I found the following three search engines that are specially designed for searching program source code. They will only index and search high quality source code with every line of code literally validated. My initial observations are that Codase is the best and JExamples.com searches only open source code written in Java.


About Codase

Codase is the leading source code search company with advanced source code understanding and xml index/search technologies. Rather than treating code as text, Codase understands programming languages, and treats code as code, the way it’s supposed to be. This unique and syntax-aware approach provides the most accurate and detailed search results with fine granularity levels of controls.
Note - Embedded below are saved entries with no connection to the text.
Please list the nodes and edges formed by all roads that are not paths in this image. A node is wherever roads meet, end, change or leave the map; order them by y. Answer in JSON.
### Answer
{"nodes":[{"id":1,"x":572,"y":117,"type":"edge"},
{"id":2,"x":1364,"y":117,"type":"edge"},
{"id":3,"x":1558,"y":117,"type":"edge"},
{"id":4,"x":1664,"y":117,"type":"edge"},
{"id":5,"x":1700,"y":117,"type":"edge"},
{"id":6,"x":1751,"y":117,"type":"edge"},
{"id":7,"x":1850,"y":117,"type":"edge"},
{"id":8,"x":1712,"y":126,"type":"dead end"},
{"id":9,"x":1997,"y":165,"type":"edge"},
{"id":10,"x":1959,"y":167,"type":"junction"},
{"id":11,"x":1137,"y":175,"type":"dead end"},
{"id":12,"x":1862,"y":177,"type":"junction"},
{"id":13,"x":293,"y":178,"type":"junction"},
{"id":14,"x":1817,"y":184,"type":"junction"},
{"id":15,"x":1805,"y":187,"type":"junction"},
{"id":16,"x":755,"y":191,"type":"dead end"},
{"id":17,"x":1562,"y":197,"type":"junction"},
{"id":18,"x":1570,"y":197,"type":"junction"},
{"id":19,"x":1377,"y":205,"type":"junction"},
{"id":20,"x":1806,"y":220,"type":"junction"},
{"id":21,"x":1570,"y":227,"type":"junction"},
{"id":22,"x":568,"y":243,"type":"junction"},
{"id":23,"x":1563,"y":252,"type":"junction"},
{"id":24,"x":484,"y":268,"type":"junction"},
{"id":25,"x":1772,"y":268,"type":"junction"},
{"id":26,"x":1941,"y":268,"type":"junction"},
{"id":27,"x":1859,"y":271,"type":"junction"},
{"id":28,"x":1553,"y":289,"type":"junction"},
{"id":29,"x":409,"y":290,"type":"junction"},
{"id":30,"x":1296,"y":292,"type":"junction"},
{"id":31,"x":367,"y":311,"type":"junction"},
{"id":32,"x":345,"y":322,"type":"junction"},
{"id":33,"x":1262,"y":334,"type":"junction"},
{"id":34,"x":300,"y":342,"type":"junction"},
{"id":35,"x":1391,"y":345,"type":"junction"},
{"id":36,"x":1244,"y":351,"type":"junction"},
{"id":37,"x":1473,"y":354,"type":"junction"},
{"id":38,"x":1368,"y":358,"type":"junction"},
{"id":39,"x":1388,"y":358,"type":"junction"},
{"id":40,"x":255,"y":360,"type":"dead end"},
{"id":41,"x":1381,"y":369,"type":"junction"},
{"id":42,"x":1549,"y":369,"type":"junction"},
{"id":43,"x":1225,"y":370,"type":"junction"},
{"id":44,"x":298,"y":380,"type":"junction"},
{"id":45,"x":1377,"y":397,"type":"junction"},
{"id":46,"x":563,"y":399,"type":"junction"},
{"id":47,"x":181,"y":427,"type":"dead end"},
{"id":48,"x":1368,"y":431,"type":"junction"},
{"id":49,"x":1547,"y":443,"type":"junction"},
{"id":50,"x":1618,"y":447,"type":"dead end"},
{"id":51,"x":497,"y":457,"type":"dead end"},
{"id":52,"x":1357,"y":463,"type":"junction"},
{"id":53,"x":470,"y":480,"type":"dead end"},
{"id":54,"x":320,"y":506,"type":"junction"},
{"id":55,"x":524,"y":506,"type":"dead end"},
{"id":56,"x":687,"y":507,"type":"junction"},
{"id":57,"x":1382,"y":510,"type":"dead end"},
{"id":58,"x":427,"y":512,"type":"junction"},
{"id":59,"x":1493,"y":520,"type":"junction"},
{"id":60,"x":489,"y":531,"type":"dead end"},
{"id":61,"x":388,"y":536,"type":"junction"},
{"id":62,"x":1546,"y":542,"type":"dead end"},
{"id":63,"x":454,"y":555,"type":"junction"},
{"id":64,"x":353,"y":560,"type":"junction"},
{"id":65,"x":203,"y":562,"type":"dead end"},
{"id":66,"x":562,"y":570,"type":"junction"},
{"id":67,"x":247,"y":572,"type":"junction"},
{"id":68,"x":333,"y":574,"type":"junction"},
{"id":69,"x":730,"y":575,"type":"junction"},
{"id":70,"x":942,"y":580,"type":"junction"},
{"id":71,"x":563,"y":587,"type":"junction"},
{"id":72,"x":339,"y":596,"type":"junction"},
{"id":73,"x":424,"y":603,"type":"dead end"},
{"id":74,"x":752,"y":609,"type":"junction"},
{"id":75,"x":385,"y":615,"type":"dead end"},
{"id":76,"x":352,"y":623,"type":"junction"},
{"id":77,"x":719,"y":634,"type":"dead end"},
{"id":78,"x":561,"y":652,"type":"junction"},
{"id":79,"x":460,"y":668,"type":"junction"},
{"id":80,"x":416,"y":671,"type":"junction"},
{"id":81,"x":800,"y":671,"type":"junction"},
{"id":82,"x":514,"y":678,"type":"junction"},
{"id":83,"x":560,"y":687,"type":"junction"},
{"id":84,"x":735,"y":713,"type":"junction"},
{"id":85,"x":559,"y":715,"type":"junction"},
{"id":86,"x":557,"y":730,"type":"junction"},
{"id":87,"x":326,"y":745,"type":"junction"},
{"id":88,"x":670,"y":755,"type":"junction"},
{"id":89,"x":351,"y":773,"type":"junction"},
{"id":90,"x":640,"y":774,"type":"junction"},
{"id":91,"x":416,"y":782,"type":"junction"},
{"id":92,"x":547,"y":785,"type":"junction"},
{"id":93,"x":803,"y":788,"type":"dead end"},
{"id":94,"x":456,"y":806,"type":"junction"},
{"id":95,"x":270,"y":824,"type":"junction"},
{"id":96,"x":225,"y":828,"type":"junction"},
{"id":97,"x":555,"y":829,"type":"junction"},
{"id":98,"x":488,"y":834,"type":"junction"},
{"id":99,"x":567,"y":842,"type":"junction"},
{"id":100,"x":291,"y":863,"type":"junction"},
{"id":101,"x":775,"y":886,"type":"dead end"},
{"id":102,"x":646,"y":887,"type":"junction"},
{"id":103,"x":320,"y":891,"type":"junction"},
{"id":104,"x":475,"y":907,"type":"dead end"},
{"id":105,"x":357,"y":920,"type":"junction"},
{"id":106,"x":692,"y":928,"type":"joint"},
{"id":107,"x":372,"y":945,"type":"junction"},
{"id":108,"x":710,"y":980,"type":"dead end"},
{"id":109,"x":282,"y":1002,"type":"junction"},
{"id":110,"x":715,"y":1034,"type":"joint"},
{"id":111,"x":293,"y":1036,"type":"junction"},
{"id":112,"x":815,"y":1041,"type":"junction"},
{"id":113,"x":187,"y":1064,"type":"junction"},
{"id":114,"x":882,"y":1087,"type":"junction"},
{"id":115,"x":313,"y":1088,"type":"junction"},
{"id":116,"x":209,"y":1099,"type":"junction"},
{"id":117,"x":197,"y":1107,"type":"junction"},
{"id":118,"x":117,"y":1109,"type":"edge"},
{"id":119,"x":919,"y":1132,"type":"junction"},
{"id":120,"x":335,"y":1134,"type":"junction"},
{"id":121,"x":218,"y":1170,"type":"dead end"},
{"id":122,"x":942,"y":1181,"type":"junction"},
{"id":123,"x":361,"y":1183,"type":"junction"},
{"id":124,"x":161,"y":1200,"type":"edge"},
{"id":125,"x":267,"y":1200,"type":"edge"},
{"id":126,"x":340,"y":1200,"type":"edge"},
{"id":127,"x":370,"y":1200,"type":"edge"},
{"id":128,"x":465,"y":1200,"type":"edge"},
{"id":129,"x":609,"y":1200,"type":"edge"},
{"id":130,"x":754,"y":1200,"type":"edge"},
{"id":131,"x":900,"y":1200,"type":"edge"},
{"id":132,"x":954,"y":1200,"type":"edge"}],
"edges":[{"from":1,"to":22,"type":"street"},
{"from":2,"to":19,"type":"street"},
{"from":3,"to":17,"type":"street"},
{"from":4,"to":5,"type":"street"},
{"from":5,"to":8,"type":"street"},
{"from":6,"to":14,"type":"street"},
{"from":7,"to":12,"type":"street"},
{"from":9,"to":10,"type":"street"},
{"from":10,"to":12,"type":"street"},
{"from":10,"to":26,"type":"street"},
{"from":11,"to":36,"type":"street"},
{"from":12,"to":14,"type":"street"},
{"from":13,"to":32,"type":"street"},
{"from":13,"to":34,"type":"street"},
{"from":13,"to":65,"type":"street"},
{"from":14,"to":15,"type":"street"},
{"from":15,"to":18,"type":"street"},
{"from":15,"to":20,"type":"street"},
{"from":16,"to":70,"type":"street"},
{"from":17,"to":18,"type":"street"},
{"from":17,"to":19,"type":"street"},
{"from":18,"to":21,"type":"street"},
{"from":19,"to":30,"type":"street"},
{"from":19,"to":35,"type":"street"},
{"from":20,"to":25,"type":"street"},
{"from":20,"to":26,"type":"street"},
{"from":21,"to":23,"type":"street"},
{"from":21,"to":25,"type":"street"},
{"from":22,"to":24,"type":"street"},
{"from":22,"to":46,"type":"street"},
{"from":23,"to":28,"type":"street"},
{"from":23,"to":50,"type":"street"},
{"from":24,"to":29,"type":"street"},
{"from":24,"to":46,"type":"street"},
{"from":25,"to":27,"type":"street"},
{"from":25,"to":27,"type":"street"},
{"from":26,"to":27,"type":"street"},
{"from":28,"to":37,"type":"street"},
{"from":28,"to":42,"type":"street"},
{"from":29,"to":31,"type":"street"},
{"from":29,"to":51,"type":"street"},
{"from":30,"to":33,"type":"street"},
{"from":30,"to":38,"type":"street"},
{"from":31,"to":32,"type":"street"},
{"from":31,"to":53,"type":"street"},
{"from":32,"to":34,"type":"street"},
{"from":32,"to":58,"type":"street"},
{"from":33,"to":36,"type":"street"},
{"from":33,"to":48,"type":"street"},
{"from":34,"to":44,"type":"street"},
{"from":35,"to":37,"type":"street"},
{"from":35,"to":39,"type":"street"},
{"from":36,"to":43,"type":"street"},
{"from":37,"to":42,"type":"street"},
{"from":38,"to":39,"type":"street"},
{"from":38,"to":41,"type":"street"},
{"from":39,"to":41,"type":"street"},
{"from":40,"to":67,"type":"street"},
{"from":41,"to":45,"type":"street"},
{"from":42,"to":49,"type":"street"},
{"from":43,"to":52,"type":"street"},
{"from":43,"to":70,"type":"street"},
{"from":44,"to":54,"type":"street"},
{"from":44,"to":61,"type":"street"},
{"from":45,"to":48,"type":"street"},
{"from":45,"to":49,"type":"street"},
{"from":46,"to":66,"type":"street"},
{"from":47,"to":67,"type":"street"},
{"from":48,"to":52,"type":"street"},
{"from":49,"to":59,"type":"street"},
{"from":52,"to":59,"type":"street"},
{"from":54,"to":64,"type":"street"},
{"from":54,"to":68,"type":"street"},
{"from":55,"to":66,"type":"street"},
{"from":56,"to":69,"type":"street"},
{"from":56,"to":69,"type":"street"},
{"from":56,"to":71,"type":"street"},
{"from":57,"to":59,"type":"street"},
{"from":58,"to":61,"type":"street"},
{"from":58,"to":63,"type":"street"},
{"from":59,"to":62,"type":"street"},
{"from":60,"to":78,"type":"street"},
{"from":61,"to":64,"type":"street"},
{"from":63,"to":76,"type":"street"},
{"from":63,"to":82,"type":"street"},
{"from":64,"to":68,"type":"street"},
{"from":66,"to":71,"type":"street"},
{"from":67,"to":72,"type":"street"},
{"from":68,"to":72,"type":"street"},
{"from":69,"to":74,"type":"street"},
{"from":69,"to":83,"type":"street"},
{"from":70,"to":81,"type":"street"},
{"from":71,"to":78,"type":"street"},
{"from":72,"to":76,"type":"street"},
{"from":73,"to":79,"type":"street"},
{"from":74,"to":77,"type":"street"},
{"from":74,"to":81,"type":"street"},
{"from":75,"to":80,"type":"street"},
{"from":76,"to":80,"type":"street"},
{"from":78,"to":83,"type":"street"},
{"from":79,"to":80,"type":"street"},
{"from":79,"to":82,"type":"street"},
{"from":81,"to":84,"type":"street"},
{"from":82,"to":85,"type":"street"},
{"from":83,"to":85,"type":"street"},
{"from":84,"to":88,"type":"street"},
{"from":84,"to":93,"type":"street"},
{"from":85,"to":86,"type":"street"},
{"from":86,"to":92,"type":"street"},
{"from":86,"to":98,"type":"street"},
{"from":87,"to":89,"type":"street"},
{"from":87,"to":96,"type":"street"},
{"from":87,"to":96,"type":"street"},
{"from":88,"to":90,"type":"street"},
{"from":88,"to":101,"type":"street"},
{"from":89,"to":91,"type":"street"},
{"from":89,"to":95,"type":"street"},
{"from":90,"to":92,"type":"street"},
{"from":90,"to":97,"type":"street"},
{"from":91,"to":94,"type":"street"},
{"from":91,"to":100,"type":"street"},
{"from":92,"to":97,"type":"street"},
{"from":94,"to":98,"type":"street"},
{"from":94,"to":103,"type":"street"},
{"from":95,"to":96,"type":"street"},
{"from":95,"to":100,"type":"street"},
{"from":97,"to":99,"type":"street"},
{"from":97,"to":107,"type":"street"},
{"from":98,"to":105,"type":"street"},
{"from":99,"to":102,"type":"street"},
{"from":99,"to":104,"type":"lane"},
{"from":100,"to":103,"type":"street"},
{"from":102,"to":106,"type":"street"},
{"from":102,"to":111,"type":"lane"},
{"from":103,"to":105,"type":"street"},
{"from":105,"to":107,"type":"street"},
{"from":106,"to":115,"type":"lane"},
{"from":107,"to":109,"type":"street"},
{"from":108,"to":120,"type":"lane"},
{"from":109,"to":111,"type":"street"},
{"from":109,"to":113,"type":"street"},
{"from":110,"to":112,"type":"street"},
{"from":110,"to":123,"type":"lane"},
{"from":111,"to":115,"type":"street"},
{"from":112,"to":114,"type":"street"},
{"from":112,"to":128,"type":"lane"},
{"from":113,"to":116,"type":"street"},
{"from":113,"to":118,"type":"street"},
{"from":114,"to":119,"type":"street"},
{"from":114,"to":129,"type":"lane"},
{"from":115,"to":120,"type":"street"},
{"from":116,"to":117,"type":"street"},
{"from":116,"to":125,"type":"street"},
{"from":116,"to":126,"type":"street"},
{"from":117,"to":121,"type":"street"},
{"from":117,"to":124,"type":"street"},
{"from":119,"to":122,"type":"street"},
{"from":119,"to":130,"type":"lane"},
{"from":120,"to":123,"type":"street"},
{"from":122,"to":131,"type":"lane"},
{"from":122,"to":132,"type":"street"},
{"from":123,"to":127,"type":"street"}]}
With Codase, one can search functions, classes, strings, constants, macros, comments and other programming language constructs.

About Koders

Koders.com is the leading search engine for open source code. Our source code optimized search engine provides developers with an easy-to-use interface to search for source code examples and discover new open source projects which can be leveraged in their applications.

About JExamples.com

We analyze the source code of production Java open source projects such as Ant, Tomcat and Batik and load that analysis into a java examples database designed for easy searching. You enter the name of a Java API Class you want to see example invocations of and click Search.

About Codefetch, Inc

Codefetch’s mission is to connect programmers and authors so that programmers get the information they need, and the work of authors is supported and encouraged.

This entry was posted on Tuesday, October 4th, 2005 at 11:15 PM and filed in Software Engineering, Java Computing. Bookmark this entry. Follow the comments here with the RSS 2.0 feed. Comments are closed, but you can leave a trackback.

One Response to “Search Engines for Program Code”

  1. Steven said:

    Try Code Search from O’Reilly Labs. Enter search terms to find relevant sample code from nearly 700 O’Reilly books.